The yield on the 1.4 percent bond due September 2019 fell three basis points, or 0.03 percentage point, to 1.3 percent as of 12:37 p.m. in Tokyo at Japan Bond Trading Co., the nation’s largest interdealer debt broker. The price rose 0.263 yen to 100.871. The yield is the lowest since Oct. 14.
Five-year yields lost three basis points to 0.585 percent, the lowest since Oct. 8. Twenty-year yields also dropped three basis points to 2.05 percent, a level unseen since Oct. 14.
Ten-year bond futures for December delivery advanced 0.35 to 139.21 at the Tokyo Stock Exchange.
The domestic demand deflator fell 2.6 percent in the third quarter from a year earlier, Cabinet Office figures showed yesterday in Tokyo.
Deepening Deflation
The difference between rates on five-year notes and inflation-linked debt, which reflects the outlook among traders for consumer prices over the term of the securities, was negative 0.91 percentage point today.
Inflation-adjusted securities typically yield less than regular bonds because their principal payment increases at the same rate as inflation. Deflation, a general drop in prices, enhances the value of the fixed payments from bonds.
The Bank of Japan last month forecast falling prices will persist through fiscal 2011. Japan’s government may declare the nation is in deflation, Nikkei Telecom said yesterday.
There is a 10 percent chance the central bank will boost borrowing costs by the middle of next year, according to calculations by JPMorgan Chase & Co. using overnight interest- rate swaps. BOJ policy makers are scheduled to commence their two-day meeting on Nov. 19.
Yen, Stocks
The yen’s 6 percent gain against the dollar in the past three months has exacerbated the price slump by making imports cheaper. Japan’s currency traded at 89.06 per dollar today from 94.50 three months ago.
“A stronger yen and a weaker dollar work against the Nikkei, but that’s positive for bonds,” said Eiji Dohke, chief strategist in Tokyo at UBS Securities Japan Ltd., one of the 23 primary dealers that are required to bid at government bond auctions. “I expect a mini rally in bonds toward December.”
The Nikkei 225 Stock Average fell 0.6 percent today, extending its drop since Sept. 30 to 4 percent. Ten-year yields had a correlation of 0.89 with the Nikkei 225 in the past week, compared with a relationship of 0.62 last month, according to Bloomberg data. A value of 1 means the two moved in lock step.

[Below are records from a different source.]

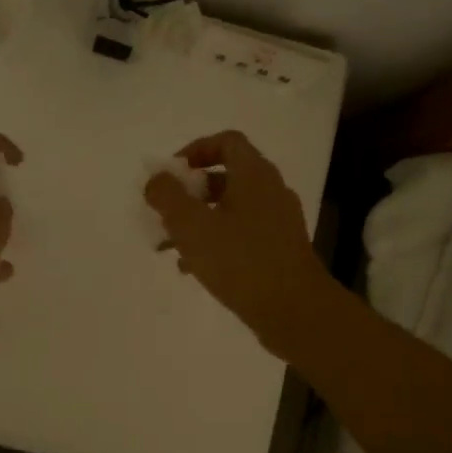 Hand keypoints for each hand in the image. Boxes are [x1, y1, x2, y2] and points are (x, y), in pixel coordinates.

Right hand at [146, 130, 335, 359]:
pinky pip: (241, 234)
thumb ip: (168, 197)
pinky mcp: (280, 250)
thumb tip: (156, 180)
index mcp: (254, 175)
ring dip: (199, 220)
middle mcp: (271, 191)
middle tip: (165, 212)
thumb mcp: (191, 226)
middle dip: (190, 192)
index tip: (171, 175)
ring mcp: (279, 222)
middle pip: (226, 176)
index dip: (195, 150)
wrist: (294, 311)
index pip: (226, 141)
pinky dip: (216, 241)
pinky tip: (193, 268)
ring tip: (169, 246)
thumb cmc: (240, 261)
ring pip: (231, 209) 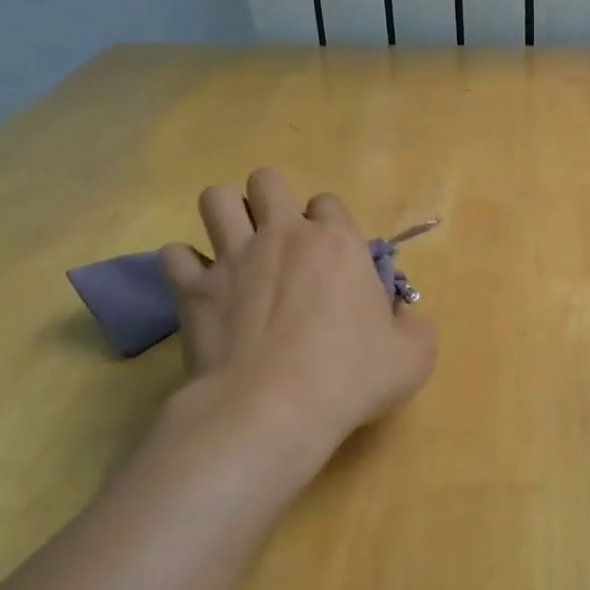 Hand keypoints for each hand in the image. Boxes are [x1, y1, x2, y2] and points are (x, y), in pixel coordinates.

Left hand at [156, 169, 436, 483]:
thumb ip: (414, 327)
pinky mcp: (193, 289)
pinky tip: (200, 286)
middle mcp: (282, 236)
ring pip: (214, 199)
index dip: (329, 222)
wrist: (273, 409)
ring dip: (225, 215)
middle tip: (279, 239)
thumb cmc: (350, 377)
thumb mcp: (413, 355)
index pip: (329, 201)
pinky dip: (185, 266)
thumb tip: (402, 318)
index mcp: (336, 243)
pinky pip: (175, 254)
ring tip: (235, 247)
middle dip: (270, 200)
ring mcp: (232, 258)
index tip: (331, 253)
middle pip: (266, 181) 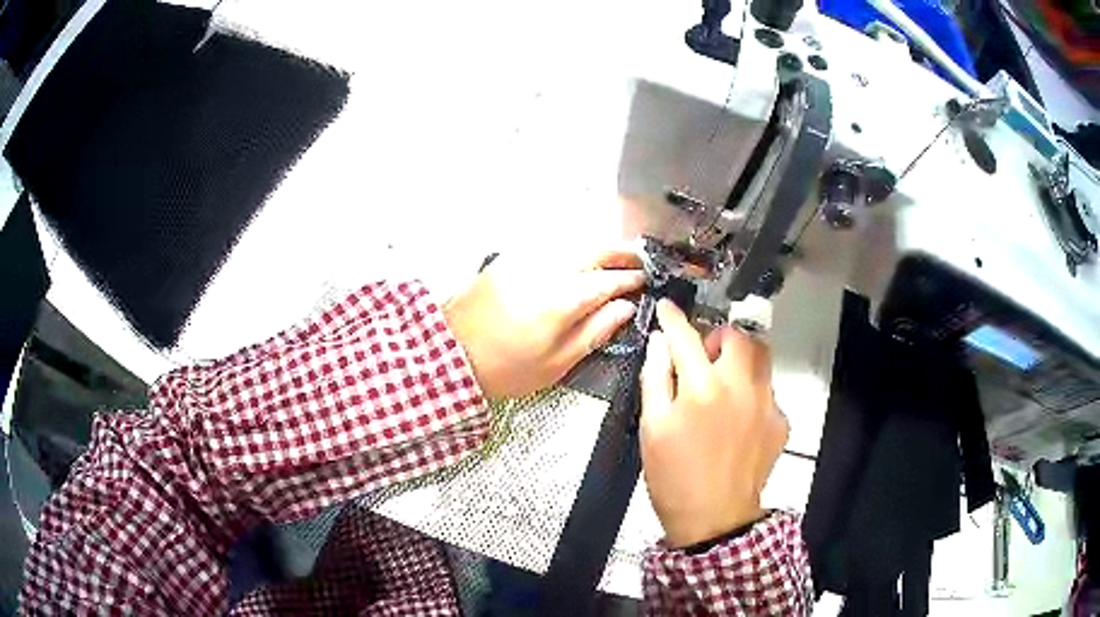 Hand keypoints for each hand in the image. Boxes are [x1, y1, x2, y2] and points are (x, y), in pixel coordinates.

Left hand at [443, 248, 645, 399]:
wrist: (451, 355)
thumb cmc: (506, 369)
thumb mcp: (556, 364)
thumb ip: (594, 332)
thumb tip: (625, 308)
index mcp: (559, 302)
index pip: (606, 280)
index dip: (629, 279)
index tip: (645, 280)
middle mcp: (544, 272)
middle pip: (592, 249)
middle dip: (619, 251)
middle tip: (638, 260)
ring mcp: (523, 260)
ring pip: (571, 241)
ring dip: (598, 245)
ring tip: (615, 256)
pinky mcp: (508, 259)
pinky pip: (549, 243)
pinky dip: (572, 245)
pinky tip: (580, 256)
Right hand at [639, 299, 787, 547]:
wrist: (714, 518)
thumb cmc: (674, 476)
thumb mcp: (652, 428)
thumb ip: (655, 380)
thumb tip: (659, 345)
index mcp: (702, 388)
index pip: (686, 337)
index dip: (674, 319)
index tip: (668, 310)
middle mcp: (740, 386)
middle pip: (737, 336)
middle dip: (718, 337)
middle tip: (703, 359)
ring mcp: (766, 402)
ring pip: (761, 357)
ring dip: (741, 358)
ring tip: (724, 383)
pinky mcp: (781, 420)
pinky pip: (768, 389)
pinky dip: (752, 391)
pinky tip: (738, 417)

Ten-year bond yields reached the highest since June last week as supply concerns hurt demand for bonds. Japanese debt maturing in more than 10 years has handed investors a loss of 2.6 percent since Dec. 31, as measured by Merrill Lynch & Co. indexes, heading for the worst year since 2003.
“If the government were to sell bonds in a sloppy way, that would be a big problem,” Finance Minister Fujii said at a news conference in Tokyo today. He reiterated that next year’s issuances shouldn’t exceed the record 44 trillion yen ($494 billion) budgeted for the current period ending March 2010.
Japan’s debt burden will climb to twice the size of the economy next year, according to the Organization for Economic Cooperation and Development.